* Records
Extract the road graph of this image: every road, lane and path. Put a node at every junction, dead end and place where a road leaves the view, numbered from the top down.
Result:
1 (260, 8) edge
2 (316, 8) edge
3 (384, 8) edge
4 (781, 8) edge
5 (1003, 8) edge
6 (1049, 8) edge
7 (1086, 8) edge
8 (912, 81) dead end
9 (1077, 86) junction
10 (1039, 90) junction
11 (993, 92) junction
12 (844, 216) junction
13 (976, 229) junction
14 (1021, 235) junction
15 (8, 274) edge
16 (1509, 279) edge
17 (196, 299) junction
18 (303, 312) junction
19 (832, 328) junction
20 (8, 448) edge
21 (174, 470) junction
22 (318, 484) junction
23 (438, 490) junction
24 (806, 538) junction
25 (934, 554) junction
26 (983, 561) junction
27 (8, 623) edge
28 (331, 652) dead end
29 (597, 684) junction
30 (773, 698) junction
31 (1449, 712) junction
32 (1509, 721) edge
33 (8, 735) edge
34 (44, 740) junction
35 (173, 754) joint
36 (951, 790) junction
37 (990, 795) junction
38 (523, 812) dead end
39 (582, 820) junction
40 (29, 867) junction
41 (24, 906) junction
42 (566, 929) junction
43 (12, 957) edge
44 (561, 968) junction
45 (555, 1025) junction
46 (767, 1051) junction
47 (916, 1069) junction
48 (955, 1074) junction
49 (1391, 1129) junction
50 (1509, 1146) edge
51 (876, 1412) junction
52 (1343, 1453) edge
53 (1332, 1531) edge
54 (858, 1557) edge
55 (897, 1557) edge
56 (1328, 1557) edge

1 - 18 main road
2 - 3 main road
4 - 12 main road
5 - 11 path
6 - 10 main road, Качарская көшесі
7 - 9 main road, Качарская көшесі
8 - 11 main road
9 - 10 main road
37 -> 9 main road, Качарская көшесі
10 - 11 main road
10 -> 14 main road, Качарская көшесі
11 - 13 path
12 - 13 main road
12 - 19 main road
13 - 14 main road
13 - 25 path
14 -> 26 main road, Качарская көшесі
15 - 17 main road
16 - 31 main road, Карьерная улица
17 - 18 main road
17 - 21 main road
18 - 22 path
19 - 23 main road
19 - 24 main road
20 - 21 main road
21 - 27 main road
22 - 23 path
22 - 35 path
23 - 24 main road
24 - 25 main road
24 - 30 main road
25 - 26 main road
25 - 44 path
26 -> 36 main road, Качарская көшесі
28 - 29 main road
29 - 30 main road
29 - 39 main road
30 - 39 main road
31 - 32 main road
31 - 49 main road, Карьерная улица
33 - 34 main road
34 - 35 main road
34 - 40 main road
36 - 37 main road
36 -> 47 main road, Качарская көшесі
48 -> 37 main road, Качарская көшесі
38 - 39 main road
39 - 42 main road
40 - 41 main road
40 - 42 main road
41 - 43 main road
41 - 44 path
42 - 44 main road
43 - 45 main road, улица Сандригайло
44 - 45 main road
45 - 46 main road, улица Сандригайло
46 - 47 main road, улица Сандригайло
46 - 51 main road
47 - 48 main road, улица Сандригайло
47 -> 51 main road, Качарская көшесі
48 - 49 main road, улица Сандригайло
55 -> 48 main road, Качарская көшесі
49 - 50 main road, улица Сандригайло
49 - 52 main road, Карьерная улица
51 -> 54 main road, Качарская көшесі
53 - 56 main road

* What the exercise asks
Please work out how many lines in this listing contain "dead", then give only that number.

* Result of this exercise
4